• **Problem**:
Could you transcribe all the entries exactly, omitting the pictures?

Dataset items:

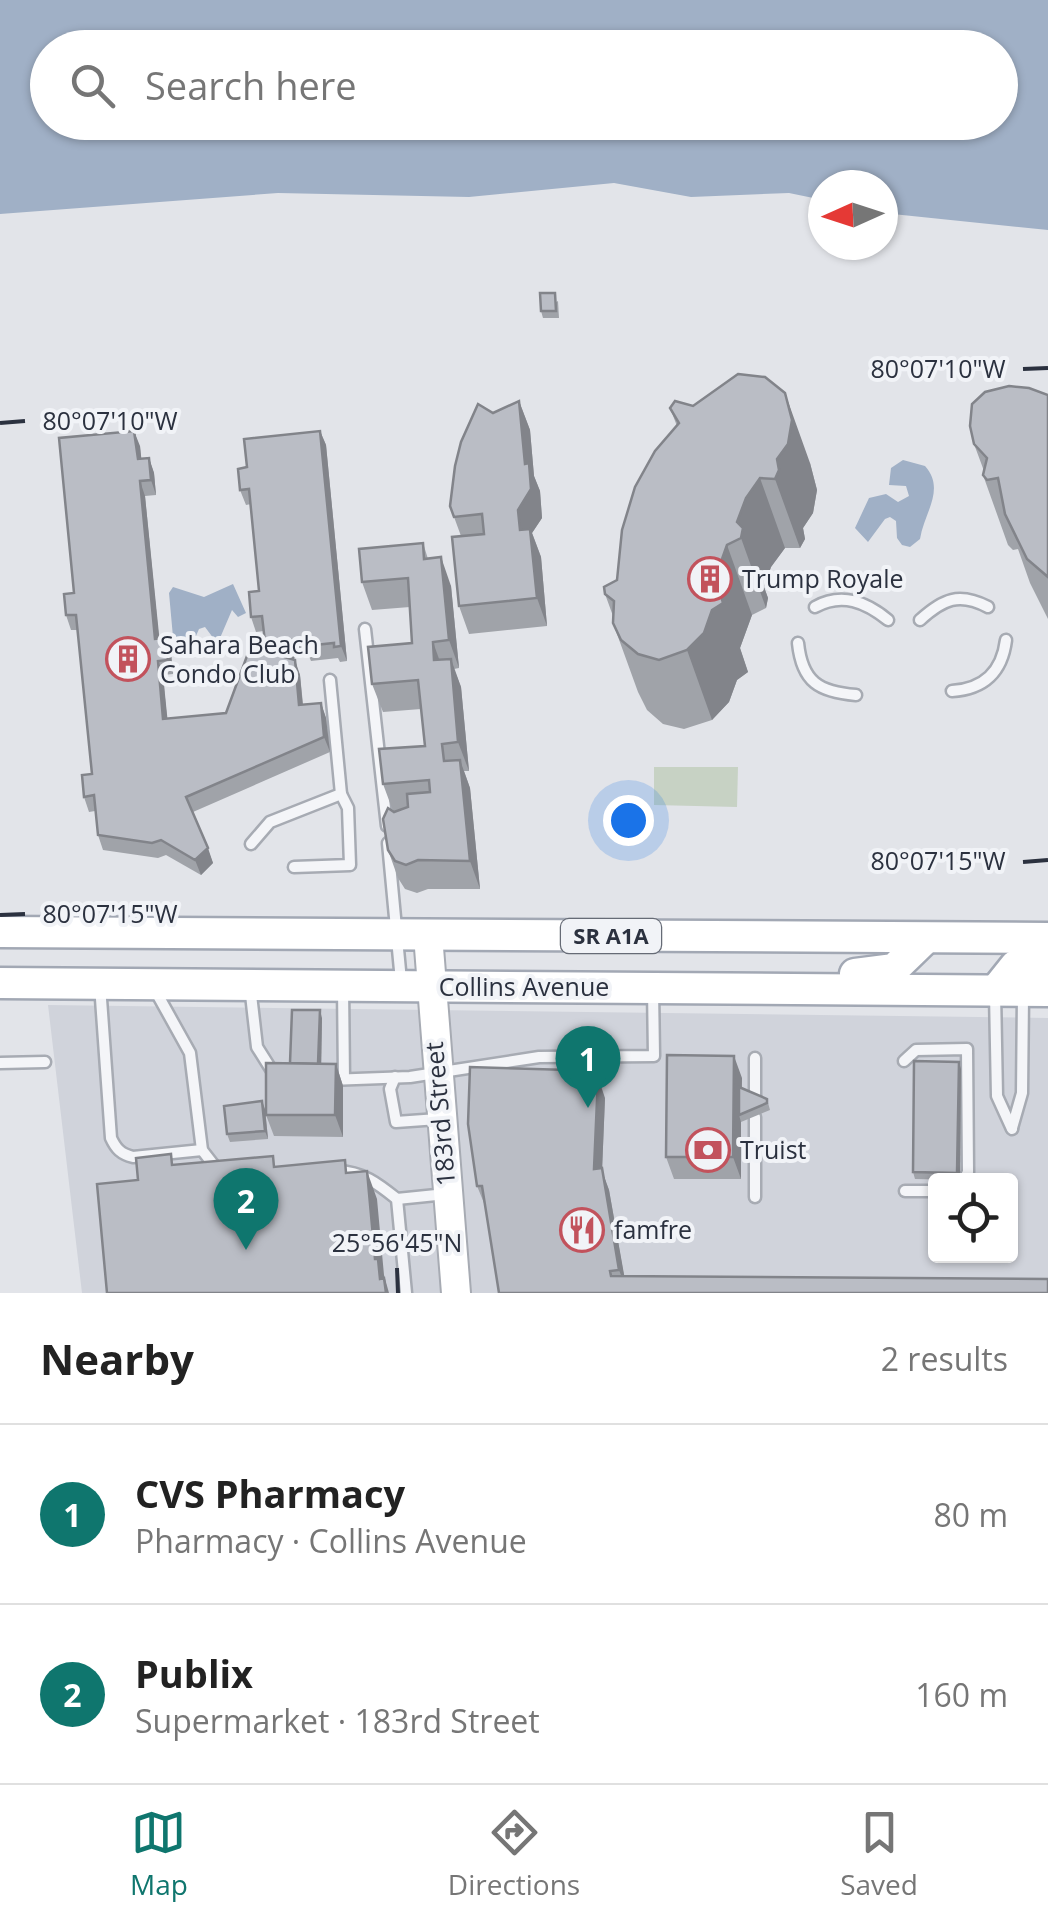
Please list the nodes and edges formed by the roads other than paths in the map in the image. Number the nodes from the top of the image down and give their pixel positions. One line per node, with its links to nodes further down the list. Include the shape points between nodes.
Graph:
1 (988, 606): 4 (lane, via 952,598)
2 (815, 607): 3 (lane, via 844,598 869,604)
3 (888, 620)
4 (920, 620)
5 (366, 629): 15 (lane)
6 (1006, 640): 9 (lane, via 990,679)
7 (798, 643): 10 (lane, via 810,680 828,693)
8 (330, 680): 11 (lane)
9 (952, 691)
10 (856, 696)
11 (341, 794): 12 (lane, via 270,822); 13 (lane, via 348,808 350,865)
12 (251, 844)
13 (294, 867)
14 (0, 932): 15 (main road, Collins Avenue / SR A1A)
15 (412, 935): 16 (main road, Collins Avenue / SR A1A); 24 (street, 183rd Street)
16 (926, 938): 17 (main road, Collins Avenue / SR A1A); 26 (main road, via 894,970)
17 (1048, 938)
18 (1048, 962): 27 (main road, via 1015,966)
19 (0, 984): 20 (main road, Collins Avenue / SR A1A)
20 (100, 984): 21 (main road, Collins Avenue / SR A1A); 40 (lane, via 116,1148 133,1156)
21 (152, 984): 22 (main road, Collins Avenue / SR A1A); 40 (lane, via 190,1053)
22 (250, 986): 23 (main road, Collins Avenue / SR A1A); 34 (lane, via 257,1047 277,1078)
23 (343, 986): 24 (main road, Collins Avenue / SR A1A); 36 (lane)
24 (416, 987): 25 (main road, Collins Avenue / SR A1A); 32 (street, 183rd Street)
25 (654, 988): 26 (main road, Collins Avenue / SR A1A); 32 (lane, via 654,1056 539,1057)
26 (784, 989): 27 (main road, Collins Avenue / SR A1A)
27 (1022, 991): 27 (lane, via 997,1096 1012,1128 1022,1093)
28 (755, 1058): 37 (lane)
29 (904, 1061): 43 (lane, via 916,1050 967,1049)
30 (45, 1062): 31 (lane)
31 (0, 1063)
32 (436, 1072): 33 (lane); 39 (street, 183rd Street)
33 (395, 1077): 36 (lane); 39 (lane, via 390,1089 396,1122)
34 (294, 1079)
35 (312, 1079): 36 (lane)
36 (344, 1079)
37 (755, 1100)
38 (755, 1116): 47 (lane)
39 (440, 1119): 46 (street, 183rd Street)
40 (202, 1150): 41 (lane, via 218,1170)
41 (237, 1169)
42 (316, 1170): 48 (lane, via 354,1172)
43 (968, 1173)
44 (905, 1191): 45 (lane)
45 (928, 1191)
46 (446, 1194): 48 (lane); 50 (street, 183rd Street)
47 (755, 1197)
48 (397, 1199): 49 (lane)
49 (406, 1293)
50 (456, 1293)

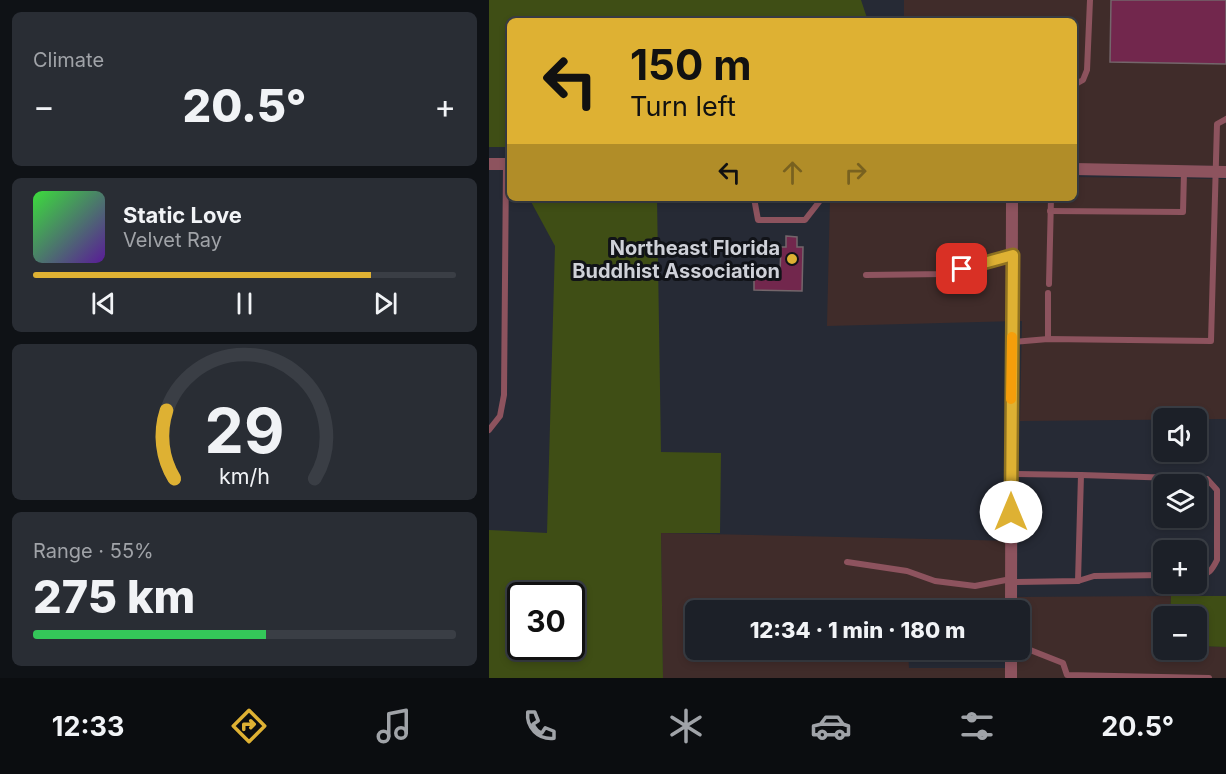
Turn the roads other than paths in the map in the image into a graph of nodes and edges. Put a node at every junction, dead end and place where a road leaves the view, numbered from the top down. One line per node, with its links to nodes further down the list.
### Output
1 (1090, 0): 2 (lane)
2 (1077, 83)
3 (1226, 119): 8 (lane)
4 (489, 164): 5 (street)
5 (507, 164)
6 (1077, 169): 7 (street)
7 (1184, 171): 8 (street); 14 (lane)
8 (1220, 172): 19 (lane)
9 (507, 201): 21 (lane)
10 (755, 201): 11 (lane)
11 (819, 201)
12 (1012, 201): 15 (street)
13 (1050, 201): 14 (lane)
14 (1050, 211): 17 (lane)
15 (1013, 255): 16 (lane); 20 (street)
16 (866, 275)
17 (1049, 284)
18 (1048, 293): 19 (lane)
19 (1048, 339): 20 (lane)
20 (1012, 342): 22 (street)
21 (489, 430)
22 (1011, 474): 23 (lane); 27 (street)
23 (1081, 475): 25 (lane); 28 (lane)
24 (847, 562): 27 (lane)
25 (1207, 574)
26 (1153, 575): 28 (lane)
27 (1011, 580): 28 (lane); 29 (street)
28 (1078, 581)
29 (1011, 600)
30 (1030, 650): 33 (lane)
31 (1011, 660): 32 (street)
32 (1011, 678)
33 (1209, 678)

• **Written response**:
Please list the nodes and edges formed by the roads other than paths in the map in the image. Number the nodes from the top of the image down and give their pixel positions. One line per node, with its links to nodes further down the list. Include the shape points between nodes.
Graph:
1 (988, 606): 4 (lane, via 952,598)
2 (815, 607): 3 (lane, via 844,598 869,604)
3 (888, 620)
4 (920, 620)
5 (366, 629): 15 (lane)
6 (1006, 640): 9 (lane, via 990,679)
7 (798, 643): 10 (lane, via 810,680 828,693)
8 (330, 680): 11 (lane)
9 (952, 691)
10 (856, 696)
11 (341, 794): 12 (lane, via 270,822); 13 (lane, via 348,808 350,865)
12 (251, 844)
13 (294, 867)
14 (0, 932): 15 (main road, Collins Avenue / SR A1A)
15 (412, 935): 16 (main road, Collins Avenue / SR A1A); 24 (street, 183rd Street)
16 (926, 938): 17 (main road, Collins Avenue / SR A1A); 26 (main road, via 894,970)
17 (1048, 938)
18 (1048, 962): 27 (main road, via 1015,966)
19 (0, 984): 20 (main road, Collins Avenue / SR A1A)
20 (100, 984): 21 (main road, Collins Avenue / SR A1A); 40 (lane, via 116,1148 133,1156)
21 (152, 984): 22 (main road, Collins Avenue / SR A1A); 40 (lane, via 190,1053)
22 (250, 986): 23 (main road, Collins Avenue / SR A1A); 34 (lane, via 257,1047 277,1078)
23 (343, 986): 24 (main road, Collins Avenue / SR A1A); 36 (lane)
24 (416, 987): 25 (main road, Collins Avenue / SR A1A); 32 (street, 183rd Street)
25 (654, 988): 26 (main road, Collins Avenue / SR A1A); 32 (lane, via 654,1056 539,1057)
26 (784, 989): 27 (main road, Collins Avenue / SR A1A)
27 (1022, 991): 27 (lane, via 997,1096 1012,1128 1022,1093)
28 (755, 1058): 37 (lane)
29 (904, 1061): 43 (lane, via 916,1050 967,1049)
30 (45, 1062): 31 (lane)
31 (0, 1063)
32 (436, 1072): 33 (lane); 39 (street, 183rd Street)
33 (395, 1077): 36 (lane); 39 (lane, via 390,1089 396,1122)
34 (294, 1079)
35 (312, 1079): 36 (lane)
36 (344, 1079)
37 (755, 1100)
38 (755, 1116): 47 (lane)
39 (440, 1119): 46 (street, 183rd Street)
40 (202, 1150): 41 (lane, via 218,1170)
41 (237, 1169)
42 (316, 1170): 48 (lane, via 354,1172)
43 (968, 1173)
44 (905, 1191): 45 (lane)
45 (928, 1191)
46 (446, 1194): 48 (lane); 50 (street, 183rd Street)
47 (755, 1197)
48 (397, 1199): 49 (lane)
49 (406, 1293)
50 (456, 1293)

Turn the roads other than paths in the map in the image into a graph of nodes and edges. Put a node at every junction, dead end and place where a road leaves the view, numbered from the top down. One line per node, with its links to nodes further down the list.
### Output
1 (1090, 0): 2 (lane)
2 (1077, 83)
3 (1226, 119): 8 (lane)
4 (489, 164): 5 (street)
5 (507, 164)
6 (1077, 169): 7 (street)
7 (1184, 171): 8 (street); 14 (lane)
8 (1220, 172): 19 (lane)
9 (507, 201): 21 (lane)
10 (755, 201): 11 (lane)
11 (819, 201)
12 (1012, 201): 15 (street)
13 (1050, 201): 14 (lane)
14 (1050, 211): 17 (lane)
15 (1013, 255): 16 (lane); 20 (street)
16 (866, 275)
17 (1049, 284)
18 (1048, 293): 19 (lane)
19 (1048, 339): 20 (lane)
20 (1012, 342): 22 (street)
21 (489, 430)
22 (1011, 474): 23 (lane); 27 (street)
23 (1081, 475): 25 (lane); 28 (lane)
24 (847, 562): 27 (lane)
25 (1207, 574)
26 (1153, 575): 28 (lane)
27 (1011, 580): 28 (lane); 29 (street)
28 (1078, 581)
29 (1011, 600)
30 (1030, 650): 33 (lane)
31 (1011, 660): 32 (street)
32 (1011, 678)
33 (1209, 678)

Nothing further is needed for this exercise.